As explicações ocorreram após os ministros Gilmar Mendes, Flávio Dino, Alexandre de Moraes e Cristiano Zanin determinarem que as folhas de pagamento de abril a julho fossem detalhadas. As remunerações nestes holerites superaram o teto de R$ 46,3 mil, chegando a quase R$ 500 mil em alguns casos.

Os TJs do Distrito Federal, Goiás, Maranhão, Paraná, Rio de Janeiro, Rio Grande do Norte e Rondônia defenderam que seus pagamentos seguiram as normas da Constituição e do Conselho Nacional de Justiça (CNJ).

O STF decidiu restringir adicionais que superassem o teto, medida que passou a vigorar a partir de abril, influindo nos pagamentos a partir de maio.

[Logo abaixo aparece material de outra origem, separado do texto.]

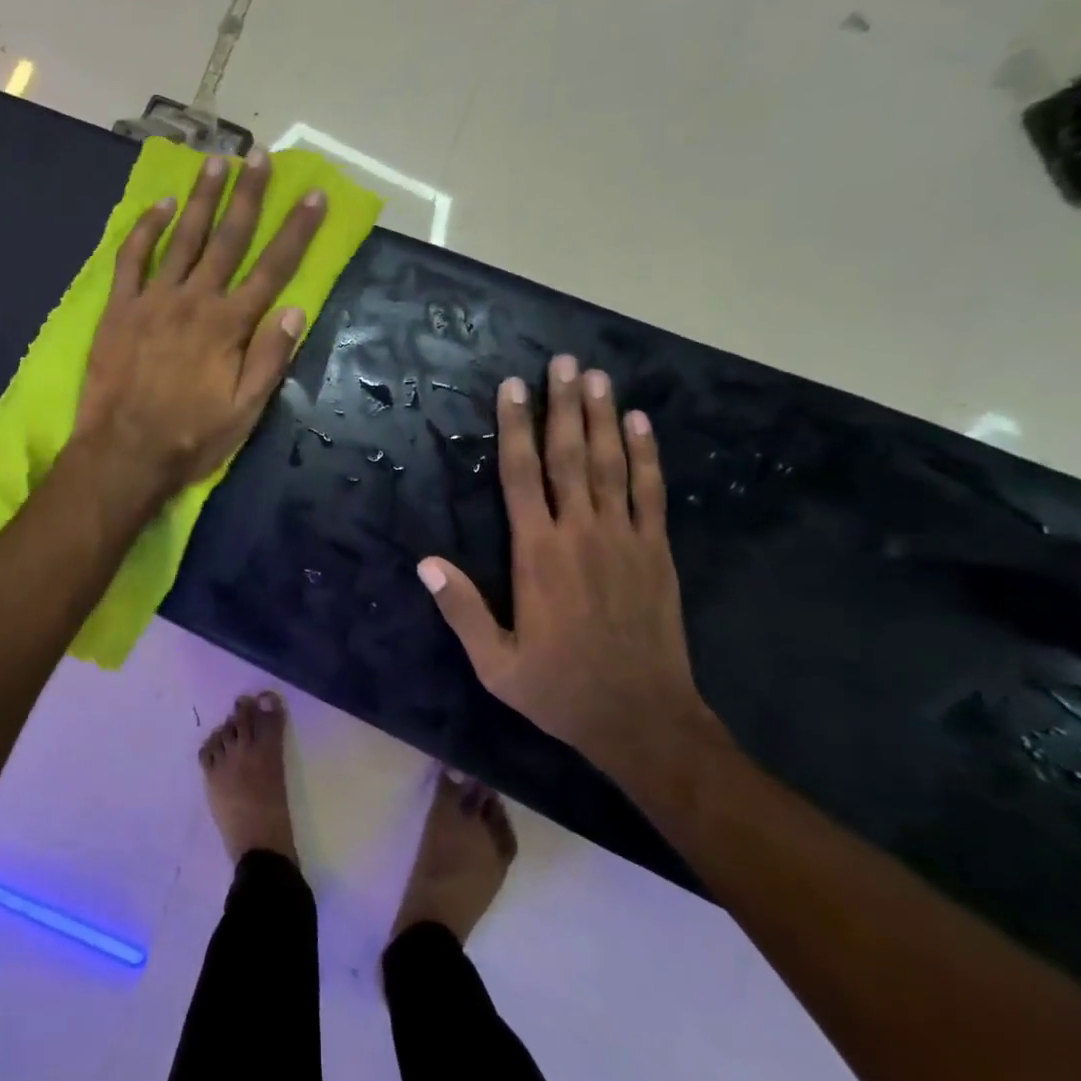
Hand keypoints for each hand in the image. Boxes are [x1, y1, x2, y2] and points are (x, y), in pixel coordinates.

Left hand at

Em março, o Supremo limitou estas verbas a, no máximo, 35% do teto.

Os TJs argumentam que os valores elevados decorrem de liquidação de aposentadorias, venda de férias em dinheiro, gratificações por função acumulada e de um período de transição entre as regras antigas e as novas balizas da Corte.

Os ministros do STF advertiram que o descumprimento das regras que limitam os pagamentos poderia levar ao afastamento imediato dos ocupantes dos cargos da direção dos tribunais, além de responsabilização civil, penal e disciplinar de todos os envolvidos.

Respostas dos tribunais

No Rio de Janeiro, que liderou os pagamentos acima do teto, o desembargador Ricardo Couto afirmou que, nos meses de maio, junho e julho, os magistrados receberam apenas rubricas previstas na legislação. O tribunal fluminense gastou R$ 110,6 milhões em penduricalhos e citou, ainda, pagamentos da venda de férias e adicionais por antiguidade e tempo de serviço.

O Tribunal de Justiça do Distrito Federal e Territórios (TJDFT) declarou que dois dos maiores maiores pagamentos foram "acertos financeiros obrigatórios" decorrentes da aposentadoria de duas magistradas que possuíam férias acumuladas, somando R$ 24,4 milhões em verbas extras.

No Maranhão, o tribunal daquele estado diz que revisou a política e suspendeu benefícios. Sobre o caso de um magistrado que recebeu mais de R$ 270 mil, a corte justificou que eram "verbas rescisórias de aposentadoria" autorizadas pela gestão anterior, totalizando R$ 29,3 milhões.

O tribunal de Rondônia disse que as divergências dos meses mencionados eram devidas à "acumulação de adicionais" permitida até a decisão do STF no fim de junho. O tribunal de Rondônia pagou R$ 15,6 milhões em extras no período.

O Tribunal de Justiça goiano declarou que as folhas entre maio e junho foram submetidas a uma “auditoria prévia do CNJ” e pagas com “autorização do órgão”, totalizando um gasto de R$ 30,6 milhões no bimestre.

O TJPR, que pagou R$ 62,3 milhões, afirmou que as verbas remuneratórias correspondem à “contraprestação pelo exercício do cargo” e sujeitam-se ao “limite remuneratório constitucional previsto no art. 37, inciso XI, da Constituição”.

O TJRN, que desembolsou R$ 15,8 milhões em maio e junho, afirmou ter “integral compromisso com a observância das decisões da Suprema Corte”, com a “transparência remuneratória e com a pronta implementação dos ajustes decorrentes dos esclarecimentos prestados pela Suprema Corte e pelo CNJ”, razão pela qual apresenta, na íntegra, as informações e documentos requisitados, permanecendo à disposição para “quaisquer esclarecimentos complementares”.